Information:
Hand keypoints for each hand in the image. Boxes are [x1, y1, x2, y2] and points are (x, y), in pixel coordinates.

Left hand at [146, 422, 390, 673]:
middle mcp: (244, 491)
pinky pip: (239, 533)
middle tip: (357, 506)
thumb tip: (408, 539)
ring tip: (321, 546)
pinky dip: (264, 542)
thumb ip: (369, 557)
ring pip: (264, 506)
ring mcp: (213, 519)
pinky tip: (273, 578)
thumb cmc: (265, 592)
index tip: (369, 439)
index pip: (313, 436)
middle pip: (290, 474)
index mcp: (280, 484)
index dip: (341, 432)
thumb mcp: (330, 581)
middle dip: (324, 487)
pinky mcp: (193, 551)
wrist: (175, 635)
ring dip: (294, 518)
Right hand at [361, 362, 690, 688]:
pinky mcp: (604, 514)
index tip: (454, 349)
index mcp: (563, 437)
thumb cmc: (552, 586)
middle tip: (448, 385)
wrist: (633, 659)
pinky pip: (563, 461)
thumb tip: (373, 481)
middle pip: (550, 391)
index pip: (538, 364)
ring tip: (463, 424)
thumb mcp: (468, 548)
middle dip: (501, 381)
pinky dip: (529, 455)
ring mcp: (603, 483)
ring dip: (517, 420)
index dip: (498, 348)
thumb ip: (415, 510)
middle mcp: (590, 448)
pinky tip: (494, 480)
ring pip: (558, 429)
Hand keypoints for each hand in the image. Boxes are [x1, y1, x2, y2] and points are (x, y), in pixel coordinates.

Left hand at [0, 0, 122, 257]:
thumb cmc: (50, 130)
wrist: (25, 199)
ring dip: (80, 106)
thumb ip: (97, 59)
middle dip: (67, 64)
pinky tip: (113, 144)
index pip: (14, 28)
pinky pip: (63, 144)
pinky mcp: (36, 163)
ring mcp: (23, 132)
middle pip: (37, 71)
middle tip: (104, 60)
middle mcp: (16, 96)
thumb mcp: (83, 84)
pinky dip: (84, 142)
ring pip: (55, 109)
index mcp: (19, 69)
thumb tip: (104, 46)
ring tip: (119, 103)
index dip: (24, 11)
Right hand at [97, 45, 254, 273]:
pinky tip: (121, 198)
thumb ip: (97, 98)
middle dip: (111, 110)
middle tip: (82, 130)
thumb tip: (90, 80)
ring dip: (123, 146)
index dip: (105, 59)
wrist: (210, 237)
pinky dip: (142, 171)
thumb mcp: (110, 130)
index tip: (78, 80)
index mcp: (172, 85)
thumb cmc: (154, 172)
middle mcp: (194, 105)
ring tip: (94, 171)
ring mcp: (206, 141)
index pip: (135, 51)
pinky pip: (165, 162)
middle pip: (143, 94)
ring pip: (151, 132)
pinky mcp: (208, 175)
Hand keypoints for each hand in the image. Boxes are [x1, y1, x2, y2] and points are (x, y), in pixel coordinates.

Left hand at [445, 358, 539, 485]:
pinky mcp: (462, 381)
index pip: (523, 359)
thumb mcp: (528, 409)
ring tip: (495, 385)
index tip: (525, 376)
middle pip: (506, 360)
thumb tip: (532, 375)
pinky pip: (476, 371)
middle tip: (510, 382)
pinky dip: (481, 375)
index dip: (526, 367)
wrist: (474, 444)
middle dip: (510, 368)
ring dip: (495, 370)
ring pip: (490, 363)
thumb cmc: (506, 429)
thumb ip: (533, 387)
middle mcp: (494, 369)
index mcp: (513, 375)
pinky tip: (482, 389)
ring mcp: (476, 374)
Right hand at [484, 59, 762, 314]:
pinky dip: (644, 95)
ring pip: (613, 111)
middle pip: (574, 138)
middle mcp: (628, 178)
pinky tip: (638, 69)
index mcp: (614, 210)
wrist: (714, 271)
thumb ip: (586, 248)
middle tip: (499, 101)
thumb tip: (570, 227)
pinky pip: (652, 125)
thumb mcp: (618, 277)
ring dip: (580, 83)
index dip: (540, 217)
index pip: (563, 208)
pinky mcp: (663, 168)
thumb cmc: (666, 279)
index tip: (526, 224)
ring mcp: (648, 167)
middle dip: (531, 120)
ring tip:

Exercise brief: Print, without alteration, only the lines above between the one holding "index dip: (341, 432)" and the one holding "ring tip: (495, 385)", inclusive.

Written answer:
index dip: (341, 432)
thumb mcp: (330, 581)
middle dip: (324, 487)
pinky mcp: (193, 551)
wrist: (175, 635)
ring dip: (294, 518)
Right hand at [361, 362, 690, 688]:
pinky mcp: (604, 514)
index tip: (454, 349)
index mcp: (563, 437)
thumb cmc: (552, 586)
middle tip: (448, 385)
wrist: (633, 659)
pinky pip: (563, 461)
thumb tip: (373, 481)
middle pip: (550, 391)
index pip: (538, 364)
ring tip: (463, 424)
thumb mcp: (468, 548)
middle dip: (501, 381)
pinky dip: (529, 455)
ring mcp: (603, 483)
ring dip: (517, 420)
index dip: (498, 348)
thumb ip: (415, 510)
middle mcp: (590, 448)
pinky tip: (494, 480)
ring pip: (558, 429)
Hand keypoints for each hand in the image. Boxes are [x1, y1, x2, y2] and points are (x, y), in pixel coordinates.

Left hand at [0, 0, 122, 257]:
thumb cmc: (50, 130)
wrist: (25, 199)
ring dip: (80, 106)
thumb ip: (97, 59)
middle dip: (67, 64)
pinky tip: (113, 144)
index pip: (14, 28)
pinky pip: (63, 144)
pinky mcp: (36, 163)
ring mcp: (23, 132)
middle pip: (37, 71)
middle tip: (104, 60)
middle mcp: (16, 96)
thumb mcp: (83, 84)
pinky dip: (84, 142)
ring pip: (55, 109)
index mcp: (19, 69)
thumb tip: (104, 46)
ring tip: (119, 103)
index dip: (24, 11)
Right hand at [97, 45, 254, 273]:
pinky tip: (121, 198)
thumb ip: (97, 98)
middle dip: (111, 110)
middle tip: (82, 130)
thumb tip: (90, 80)
ring dip: (123, 146)
index dip: (105, 59)
wrist: (210, 237)
pinky dip: (142, 171)
thumb mcp: (110, 130)
index tip: (78, 80)
index mcp: (172, 85)
thumb cmc: (154, 172)
middle mcp: (194, 105)
ring tip: (94, 171)
ring mcp: (206, 141)
index pip: (135, 51)
pinky pip: (165, 162)
middle pip: (143, 94)
ring pip: (151, 132)
pinky mcp: (208, 175)
Hand keypoints for each hand in the image. Boxes are [x1, y1, x2, y2] and points are (x, y), in pixel coordinates.

Left hand at [445, 358, 539, 485]:
pinky mcp: (462, 381)
index pip: (523, 359)
thumb mcp: (528, 409)
ring tip: (495, 385)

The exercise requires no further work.